BEGIN

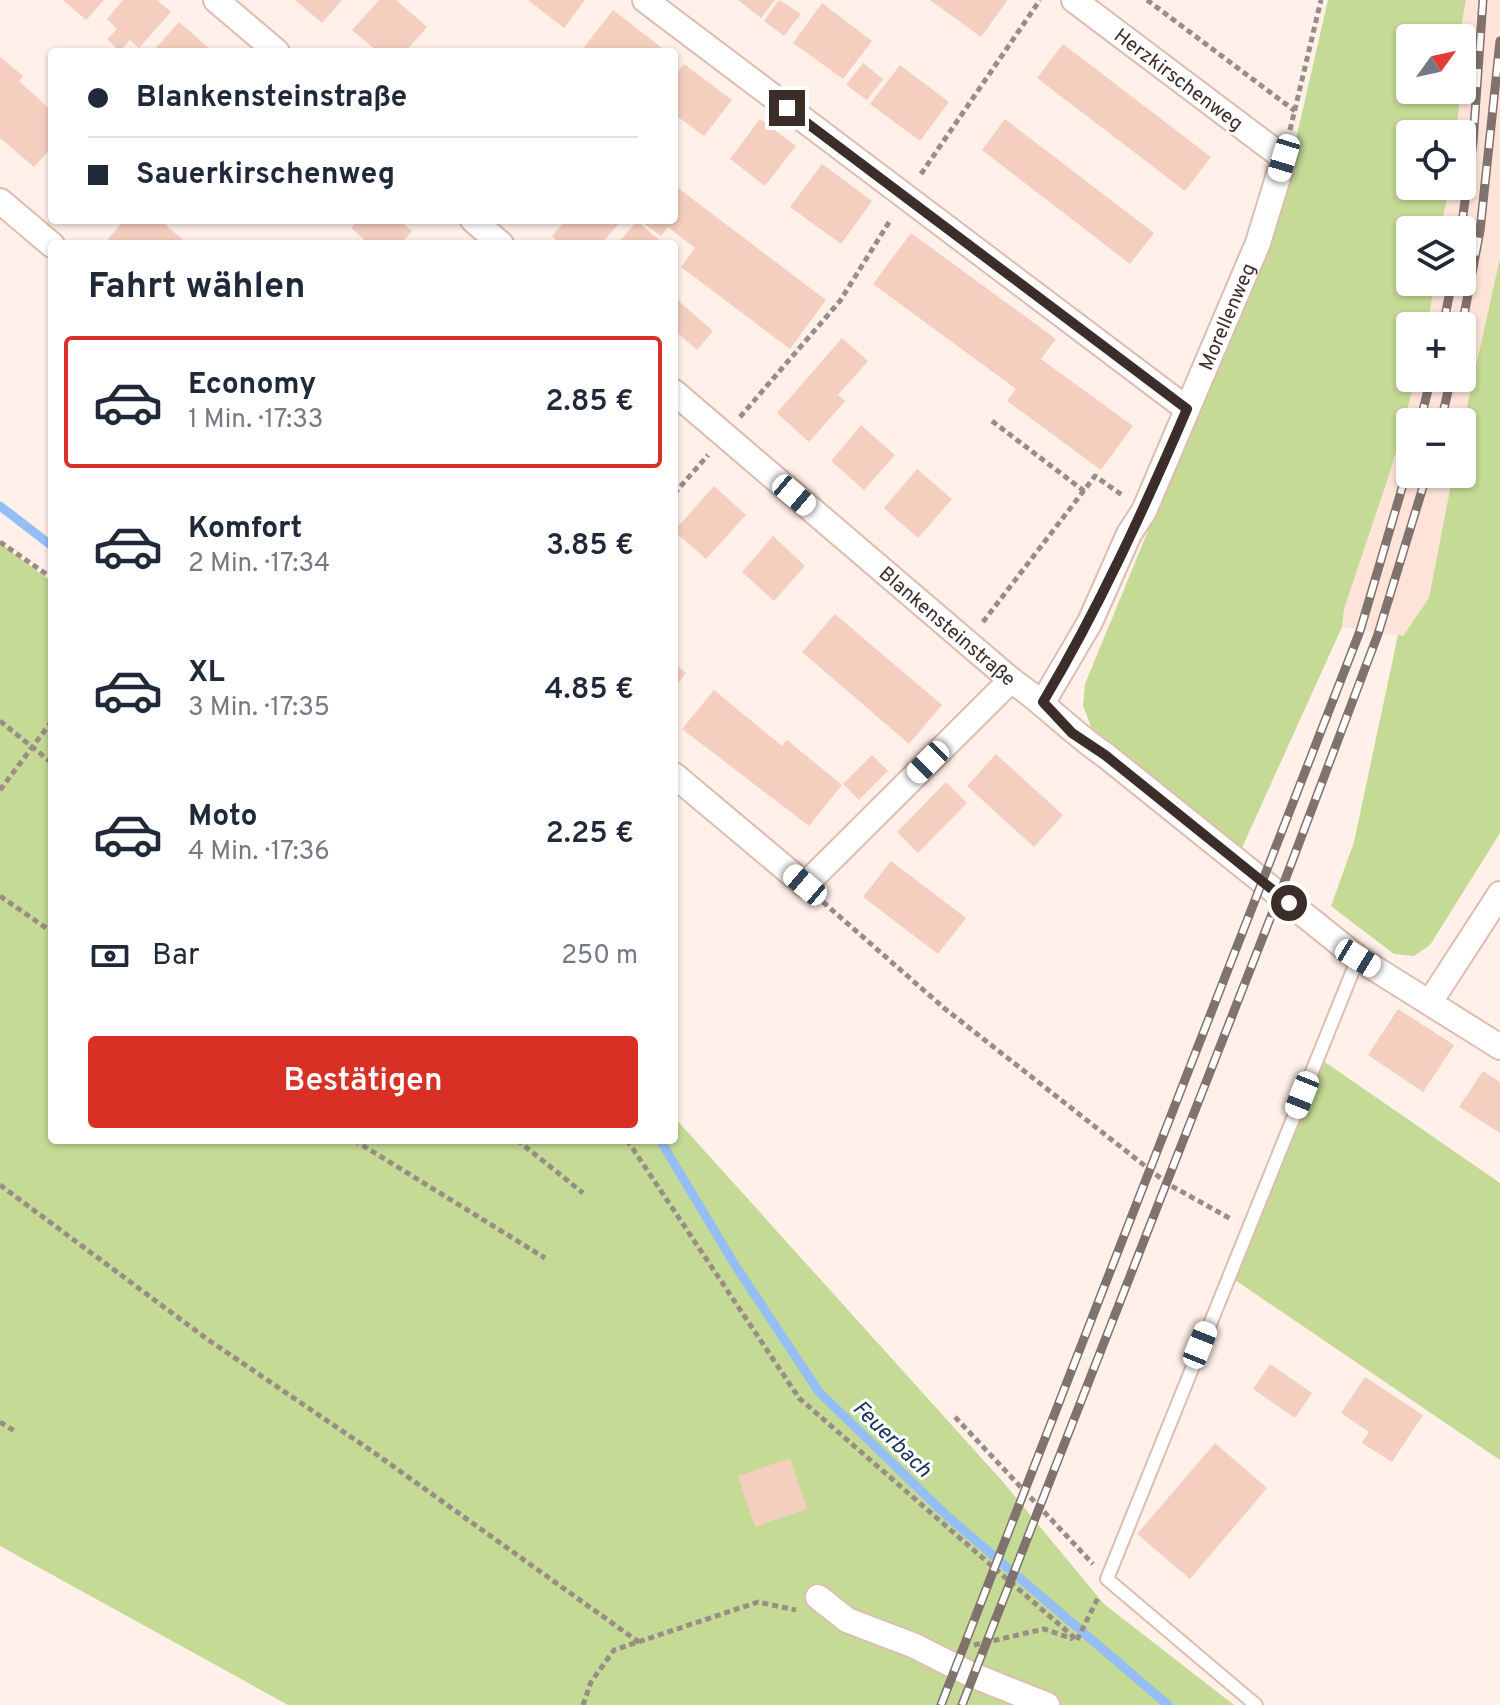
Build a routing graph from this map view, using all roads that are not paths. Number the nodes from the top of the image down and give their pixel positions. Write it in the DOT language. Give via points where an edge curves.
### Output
graph roads {
  1 [pos="216,0"];
  2 [pos="645,0"];
  3 [pos="1074,0"];
  4 [pos="272,48"];
  5 [pos="1284,158"];
  6 [pos="0,201"];
  7 [pos="478,224"];
  8 [pos="496,240"];
  9 [pos="48,242"];
  10 [pos="678,395"];
  11 [pos="1187,409"];
  12 [pos="1011,680"];
  13 [pos="1043,702"];
  14 [pos="678,778"];
  15 [pos="1500,894"];
  16 [pos="1358,958"];
  17 [pos="1430,1002"];
  18 [pos="1500,1047"];
  19 [pos="811,1604"];
  20 [pos="1047,1705"];
  21 [pos="1256,1705"];
  1 -- 4 [label="street"];
  2 -- 11 [label="street"];
  3 -- 5 [label="street, Herzkirschenweg"];
  5 -- 11 [label="street, Morellenweg" via="1258,243"];
  6 -- 9 [label="street"];
  7 -- 8 [label="street"];
  10 -- 12 [label="street, Blankensteinstraße"];
  11 -- 13 [label="street, Morellenweg" via="1090,622"];
  12 -- 13 [label="street, Blankensteinstraße"];
  12 -- 14 [label="street" via="805,885"];
  13 -- 16 [label="street, Blankensteinstraße" via="1072,733"];
  15 -- 17 [label="street"];
  16 -- 17 [label="street, Blankensteinstraße"];
  16 -- 21 [label="lane" via="1107,1579"];
  17 -- 18 [label="street, Blankensteinstraße"];
  19 -- 20 [label="street"];
}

END

● **YOUR ASSIGNMENT**
Whenever a line in the data holds "Blankensteinstraße", copy that line.

● **TASK ANSWER**
  10 -- 12 [label="street, Blankensteinstraße"];
  12 -- 13 [label="street, Blankensteinstraße"];
  13 -- 16 [label="street, Blankensteinstraße" via="1072,733"];
  16 -- 17 [label="street, Blankensteinstraße"];
  17 -- 18 [label="street, Blankensteinstraße"];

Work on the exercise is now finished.